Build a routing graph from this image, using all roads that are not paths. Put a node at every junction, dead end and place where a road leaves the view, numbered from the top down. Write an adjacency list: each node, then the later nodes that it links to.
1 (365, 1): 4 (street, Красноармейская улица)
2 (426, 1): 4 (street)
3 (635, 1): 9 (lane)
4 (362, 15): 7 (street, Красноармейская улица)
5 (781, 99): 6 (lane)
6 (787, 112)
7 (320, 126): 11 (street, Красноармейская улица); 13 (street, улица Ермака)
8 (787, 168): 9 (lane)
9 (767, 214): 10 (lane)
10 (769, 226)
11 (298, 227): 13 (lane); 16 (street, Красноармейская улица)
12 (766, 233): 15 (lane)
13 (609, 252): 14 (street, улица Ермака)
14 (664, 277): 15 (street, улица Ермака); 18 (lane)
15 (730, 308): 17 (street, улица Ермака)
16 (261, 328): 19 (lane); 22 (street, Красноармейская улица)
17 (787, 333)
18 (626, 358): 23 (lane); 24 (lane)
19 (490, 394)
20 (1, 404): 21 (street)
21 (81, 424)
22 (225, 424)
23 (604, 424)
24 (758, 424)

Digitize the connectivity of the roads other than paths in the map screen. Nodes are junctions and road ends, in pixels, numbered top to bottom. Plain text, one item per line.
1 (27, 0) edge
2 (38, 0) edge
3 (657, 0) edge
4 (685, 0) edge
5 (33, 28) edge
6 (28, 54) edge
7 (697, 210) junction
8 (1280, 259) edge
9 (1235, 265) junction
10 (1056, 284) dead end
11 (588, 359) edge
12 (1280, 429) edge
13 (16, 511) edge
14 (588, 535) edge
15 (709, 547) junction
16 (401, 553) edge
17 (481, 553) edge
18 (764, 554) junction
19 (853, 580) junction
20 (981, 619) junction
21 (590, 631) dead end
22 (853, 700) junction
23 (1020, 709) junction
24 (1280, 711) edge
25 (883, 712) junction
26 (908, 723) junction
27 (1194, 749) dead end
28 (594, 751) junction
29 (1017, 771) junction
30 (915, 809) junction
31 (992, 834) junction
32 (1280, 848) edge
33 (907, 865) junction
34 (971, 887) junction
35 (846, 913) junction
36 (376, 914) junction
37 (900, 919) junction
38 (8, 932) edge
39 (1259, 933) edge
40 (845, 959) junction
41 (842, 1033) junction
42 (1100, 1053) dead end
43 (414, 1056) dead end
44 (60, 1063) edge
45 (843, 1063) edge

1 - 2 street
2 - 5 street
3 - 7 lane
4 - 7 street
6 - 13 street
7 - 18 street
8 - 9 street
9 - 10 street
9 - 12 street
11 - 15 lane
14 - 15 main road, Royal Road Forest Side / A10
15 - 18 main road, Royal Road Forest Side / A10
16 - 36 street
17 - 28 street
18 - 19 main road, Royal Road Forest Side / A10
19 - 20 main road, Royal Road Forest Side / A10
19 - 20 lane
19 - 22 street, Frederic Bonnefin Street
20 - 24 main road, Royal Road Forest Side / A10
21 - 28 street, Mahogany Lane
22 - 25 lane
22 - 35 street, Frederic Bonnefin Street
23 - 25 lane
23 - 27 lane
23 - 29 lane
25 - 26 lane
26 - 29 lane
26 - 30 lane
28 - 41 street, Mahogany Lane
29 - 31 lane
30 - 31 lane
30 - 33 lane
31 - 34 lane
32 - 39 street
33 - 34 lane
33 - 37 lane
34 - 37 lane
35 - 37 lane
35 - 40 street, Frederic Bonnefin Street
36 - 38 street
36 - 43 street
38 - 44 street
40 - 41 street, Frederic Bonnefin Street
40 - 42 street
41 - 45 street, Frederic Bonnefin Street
◇ ◇ ◇ ◇ ◇ ◇ ◇
Directions: Restate the whole of the data exactly.

Result for this task:
Build a routing graph from this image, using all roads that are not paths. Put a node at every junction, dead end and place where a road leaves the view, numbered from the top down. Write an adjacency list: each node, then the later nodes that it links to.
1 (365, 1): 4 (street, Красноармейская улица)
2 (426, 1): 4 (street)
3 (635, 1): 9 (lane)
4 (362, 15): 7 (street, Красноармейская улица)
5 (781, 99): 6 (lane)
6 (787, 112)
7 (320, 126): 11 (street, Красноармейская улица); 13 (street, улица Ермака)
8 (787, 168): 9 (lane)
9 (767, 214): 10 (lane)
10 (769, 226)
11 (298, 227): 13 (lane); 16 (street, Красноармейская улица)
12 (766, 233): 15 (lane)
13 (609, 252): 14 (street, улица Ермака)
14 (664, 277): 15 (street, улица Ермака); 18 (lane)
15 (730, 308): 17 (street, улица Ермака)
16 (261, 328): 19 (lane); 22 (street, Красноармейская улица)
17 (787, 333)
18 (626, 358): 23 (lane); 24 (lane)
19 (490, 394)
20 (1, 404): 21 (street)
21 (81, 424)
22 (225, 424)
23 (604, 424)
24 (758, 424)

Digitize the connectivity of the roads other than paths in the map screen. Nodes are junctions and road ends, in pixels, numbered top to bottom. Plain text, one item per line.
1 (27, 0) edge
2 (38, 0) edge
3 (657, 0) edge
4 (685, 0) edge
5 (33, 28) edge
6 (28, 54) edge
7 (697, 210) junction
8 (1280, 259) edge
9 (1235, 265) junction
10 (1056, 284) dead end
11 (588, 359) edge
12 (1280, 429) edge
13 (16, 511) edge
14 (588, 535) edge
15 (709, 547) junction
16 (401, 553) edge
17 (481, 553) edge
18 (764, 554) junction
19 (853, 580) junction
20 (981, 619) junction
21 (590, 631) dead end
22 (853, 700) junction
23 (1020, 709) junction
24 (1280, 711) edge
25 (883, 712) junction
26 (908, 723) junction
27 (1194, 749) dead end
28 (594, 751) junction
29 (1017, 771) junction
30 (915, 809) junction
31 (992, 834) junction
32 (1280, 848) edge
33 (907, 865) junction
34 (971, 887) junction
35 (846, 913) junction
36 (376, 914) junction
37 (900, 919) junction
38 (8, 932) edge
39 (1259, 933) edge
40 (845, 959) junction
41 (842, 1033) junction
42 (1100, 1053) dead end
43 (414, 1056) dead end
44 (60, 1063) edge
45 (843, 1063) edge

1 - 2 street
2 - 5 street
3 - 7 lane
4 - 7 street
6 - 13 street
7 - 18 street
8 - 9 street
9 - 10 street
9 - 12 street
11 - 15 lane
14 - 15 main road, Royal Road Forest Side / A10
15 - 18 main road, Royal Road Forest Side / A10
16 - 36 street
17 - 28 street
18 - 19 main road, Royal Road Forest Side / A10
19 - 20 main road, Royal Road Forest Side / A10
19 - 20 lane
19 - 22 street, Frederic Bonnefin Street
20 - 24 main road, Royal Road Forest Side / A10
21 - 28 street, Mahogany Lane
22 - 25 lane
22 - 35 street, Frederic Bonnefin Street
23 - 25 lane
23 - 27 lane
23 - 29 lane
25 - 26 lane
26 - 29 lane
26 - 30 lane
28 - 41 street, Mahogany Lane
29 - 31 lane
30 - 31 lane
30 - 33 lane
31 - 34 lane
32 - 39 street
33 - 34 lane
33 - 37 lane
34 - 37 lane
35 - 37 lane
35 - 40 street, Frederic Bonnefin Street
36 - 38 street
36 - 43 street
38 - 44 street
40 - 41 street, Frederic Bonnefin Street
40 - 42 street
41 - 45 street, Frederic Bonnefin Street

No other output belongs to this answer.